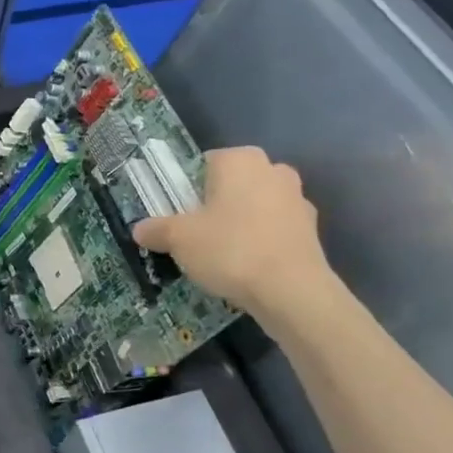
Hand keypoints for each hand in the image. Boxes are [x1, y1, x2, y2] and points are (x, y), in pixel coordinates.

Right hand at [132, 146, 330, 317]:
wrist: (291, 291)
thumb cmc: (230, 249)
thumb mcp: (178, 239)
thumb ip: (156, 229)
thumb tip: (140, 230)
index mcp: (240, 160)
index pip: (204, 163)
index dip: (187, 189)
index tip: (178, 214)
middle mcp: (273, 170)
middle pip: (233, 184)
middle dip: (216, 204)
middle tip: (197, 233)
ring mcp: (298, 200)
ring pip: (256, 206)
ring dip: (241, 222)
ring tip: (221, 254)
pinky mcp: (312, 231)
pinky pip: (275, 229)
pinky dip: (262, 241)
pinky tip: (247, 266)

+---+

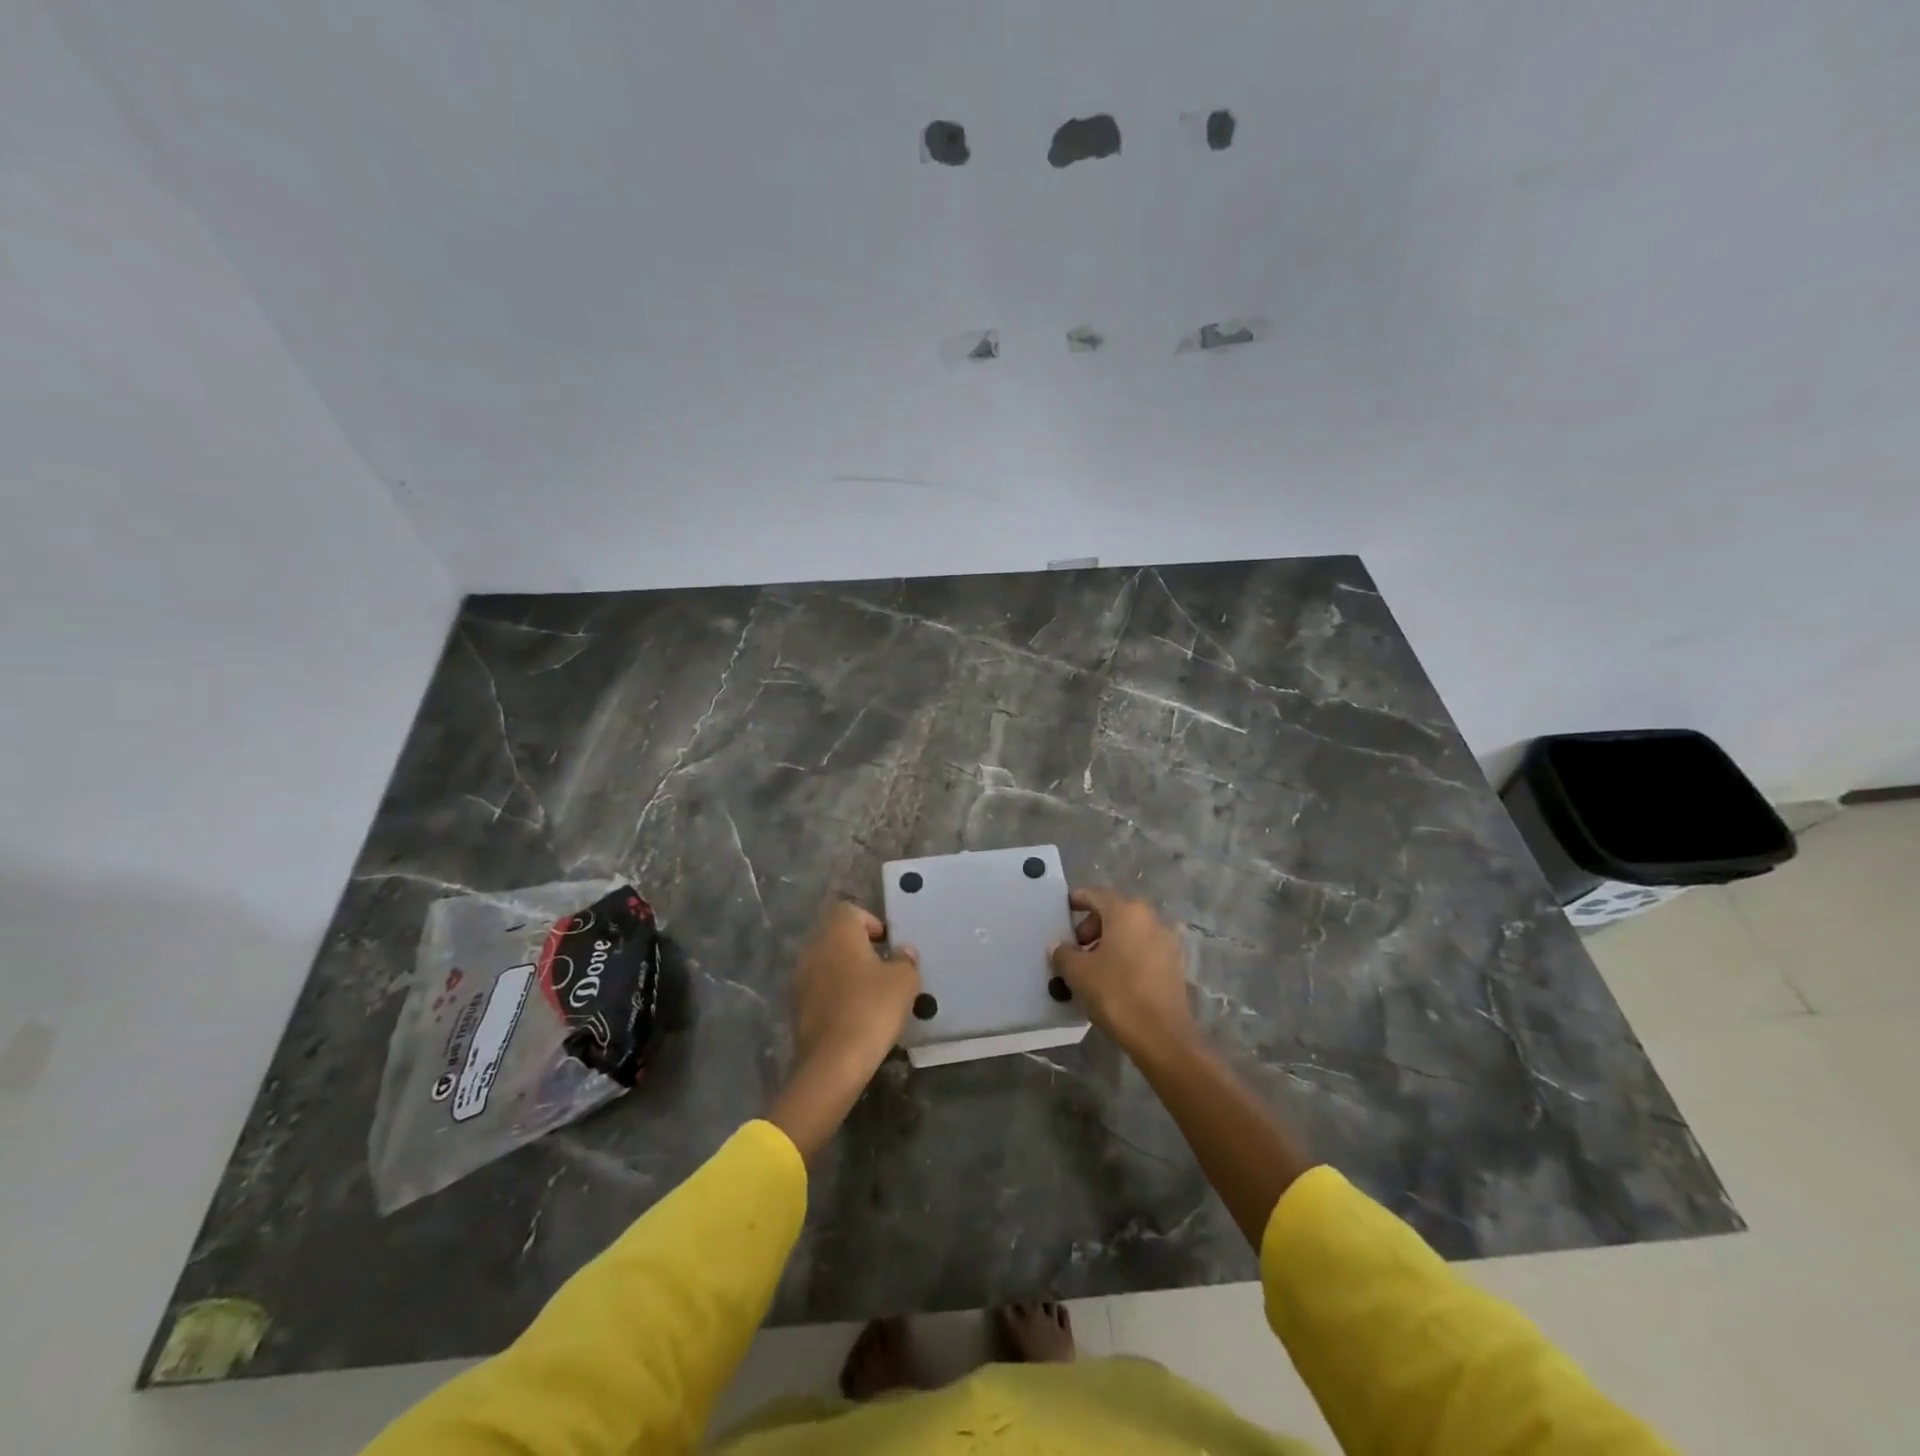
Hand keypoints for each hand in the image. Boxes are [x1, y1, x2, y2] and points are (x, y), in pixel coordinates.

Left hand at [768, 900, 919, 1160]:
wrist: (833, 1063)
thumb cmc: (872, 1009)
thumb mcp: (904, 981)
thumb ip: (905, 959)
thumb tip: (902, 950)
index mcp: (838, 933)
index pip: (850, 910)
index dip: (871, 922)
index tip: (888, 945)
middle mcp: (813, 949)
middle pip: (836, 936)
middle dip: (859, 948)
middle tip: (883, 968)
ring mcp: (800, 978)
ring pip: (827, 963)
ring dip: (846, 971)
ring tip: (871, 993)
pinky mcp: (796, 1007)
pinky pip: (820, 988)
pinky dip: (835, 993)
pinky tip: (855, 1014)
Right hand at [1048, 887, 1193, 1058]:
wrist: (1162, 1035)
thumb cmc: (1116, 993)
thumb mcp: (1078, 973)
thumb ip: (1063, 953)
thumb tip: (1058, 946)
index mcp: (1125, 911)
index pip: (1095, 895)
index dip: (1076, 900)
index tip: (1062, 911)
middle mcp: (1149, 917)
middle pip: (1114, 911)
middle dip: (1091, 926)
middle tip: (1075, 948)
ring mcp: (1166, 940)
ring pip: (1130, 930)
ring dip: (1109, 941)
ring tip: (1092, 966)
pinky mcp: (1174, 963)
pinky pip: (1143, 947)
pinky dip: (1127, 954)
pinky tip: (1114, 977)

+---+

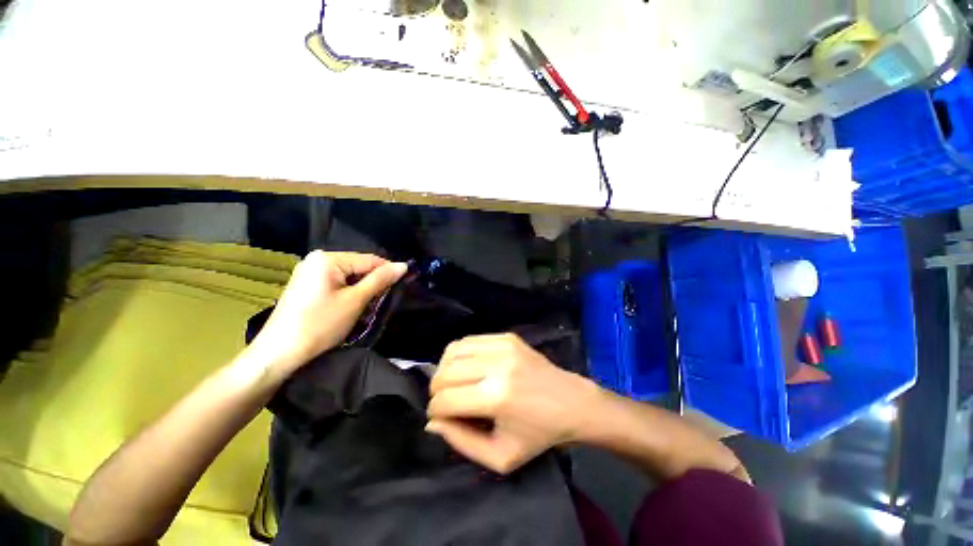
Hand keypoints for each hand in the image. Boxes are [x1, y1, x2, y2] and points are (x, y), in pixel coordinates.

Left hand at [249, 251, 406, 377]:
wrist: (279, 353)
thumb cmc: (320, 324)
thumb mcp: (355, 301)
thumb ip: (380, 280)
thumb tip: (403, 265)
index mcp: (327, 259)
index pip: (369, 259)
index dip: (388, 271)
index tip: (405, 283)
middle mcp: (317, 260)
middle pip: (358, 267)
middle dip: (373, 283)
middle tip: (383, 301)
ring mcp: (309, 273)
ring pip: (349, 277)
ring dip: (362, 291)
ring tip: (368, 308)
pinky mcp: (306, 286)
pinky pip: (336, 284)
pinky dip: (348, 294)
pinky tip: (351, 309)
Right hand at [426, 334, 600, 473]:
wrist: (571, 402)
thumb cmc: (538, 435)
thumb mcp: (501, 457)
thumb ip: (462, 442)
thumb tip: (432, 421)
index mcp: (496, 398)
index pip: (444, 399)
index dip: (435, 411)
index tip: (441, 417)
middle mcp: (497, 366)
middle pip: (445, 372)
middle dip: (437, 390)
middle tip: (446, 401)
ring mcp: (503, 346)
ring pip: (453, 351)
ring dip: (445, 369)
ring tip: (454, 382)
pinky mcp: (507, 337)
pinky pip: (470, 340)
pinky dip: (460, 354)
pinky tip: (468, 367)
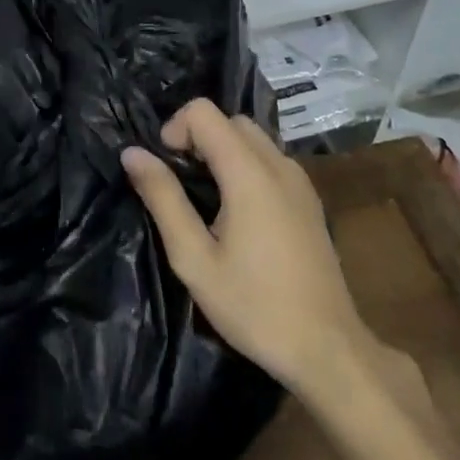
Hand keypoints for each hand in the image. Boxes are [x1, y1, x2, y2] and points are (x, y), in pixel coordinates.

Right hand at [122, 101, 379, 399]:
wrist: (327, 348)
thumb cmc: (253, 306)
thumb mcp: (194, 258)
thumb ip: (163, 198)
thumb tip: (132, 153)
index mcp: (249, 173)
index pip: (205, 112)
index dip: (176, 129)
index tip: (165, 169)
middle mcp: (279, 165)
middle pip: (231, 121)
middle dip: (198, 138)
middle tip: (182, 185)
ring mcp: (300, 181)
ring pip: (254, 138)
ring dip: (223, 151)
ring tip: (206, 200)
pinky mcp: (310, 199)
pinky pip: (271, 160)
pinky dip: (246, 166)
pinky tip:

+---+

▶ Exercise
Copy out each line of the material that holds the word "hand".

▶ Answer area
Hand keypoints for each hand in the image. Boxes are [x1, y1, x2, y2] and points are (x, y), in pixel coordinates.
Right hand at [132, 146, 330, 317]:
Hand keypoints for each hand in the image. Boxes are [x1, y1, x2, y2] and points are (x, y), in pixel coordinates.
Left hand at [768, 900, 919, 1160]:
Right hand at [1048, 887, 1193, 1058]:
Hand keypoints for each hand in the image. Boxes are [x1, y1, x2, y2] and points are (x, y), in pixel coordinates.
Left hand at [249, 251, 406, 377]:
Right hand at [426, 334, 600, 473]:
Hand keypoints for each hand in the image. Boxes are [x1, y1, x2, y2] and points are (x, y), in pixel coordinates.
Right hand at [122, 101, 379, 399]:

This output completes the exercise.